German sailor Erik Heil has undergone surgery for skin infections which he says were caused by polluted water at the Olympic test regatta in Rio de Janeiro.
The 26-year-old had an operation on the largest of the five areas infected on his legs and hips and is receiving daily treatment in a Berlin hospital.
Heil finished third with team-mate Thomas Ploessel in the 49er class at the regatta behind the winners from New Zealand, Peter Burling and Blair Tuke.
They were competing in August at Rio's Guanabara Bay where garbage, discarded furniture and dead animals float.
"I have never in my life had a leg infection," he wrote in a Sailing Team Germany blog.
"I assume that I got it from the test regatta."
Heil was treated with strong antibiotics after contracting a highly resistant germ and was unable to train.
The inflammations started on the plane trip from Rio and, soon after getting off the plane, he sought treatment from Berlin's Charite hospital, which specialises in tropical diseases.

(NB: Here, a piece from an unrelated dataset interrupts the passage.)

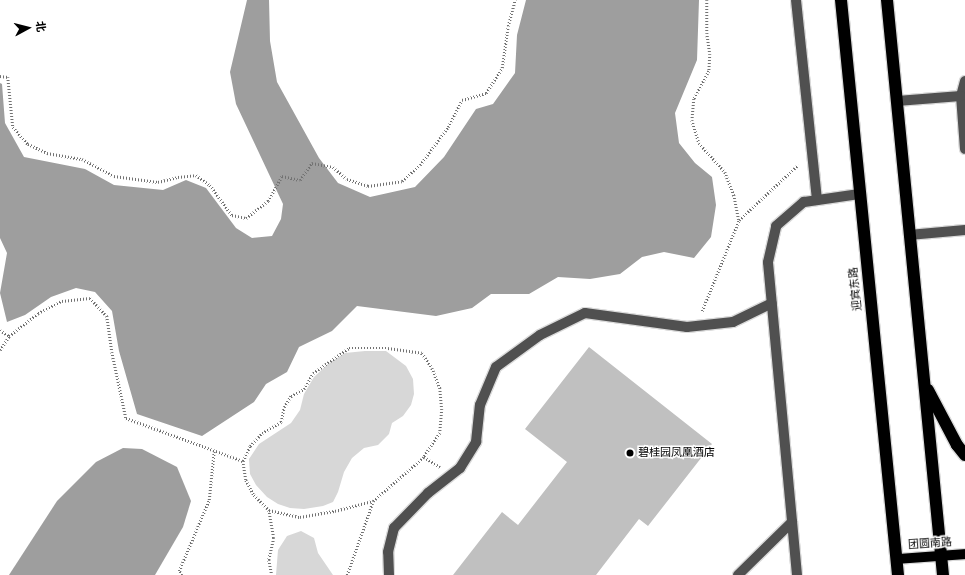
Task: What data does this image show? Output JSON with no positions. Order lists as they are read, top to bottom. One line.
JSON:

"The cause was probably from the port at Marina de Gloria, where the waste water flows unabated from the municipal hospital," added Heil.
The German sailor said he learned his lesson and would take extra precautions for next year's Olympics.
"In future, we will see to it that we arrive relatively late in Rio so that any outbreak of disease happens at the end of the race or back at home," he added.
"In addition, Thomas and I are considering wearing plastic covers over our normal neoprene shoes."
The sports governing body ISAF has repeatedly expressed serious concerns about the water quality for Rio's Olympic regatta and Heil said he hoped the site was moved.
The organising committee for Rio 2016 did not immediately respond to requests for comment on Heil's case, but spokesman Mario Andrada insisted at a news conference that the sailing will not be moved.
The pressure is mounting, however.
Buzios, a beach resort and popular watersports destination a few hours out of Rio, is campaigning to replace Guanabara Bay for next year's Olympic sailing and has organised a press visit this weekend to show it has the infrastructure and water quality necessary to host the event.
Biologists last year said rivers leading into the bay contained a superbacteria resistant to antibiotics that cure urinary, gastrointestinal and pulmonary infections.
South Korean windsurfer Wonwoo Cho, 20, had to be hospitalised with headaches, dehydration and vomiting during the test regatta while numerous other athletes also complained of feeling unwell after competing, according to reports.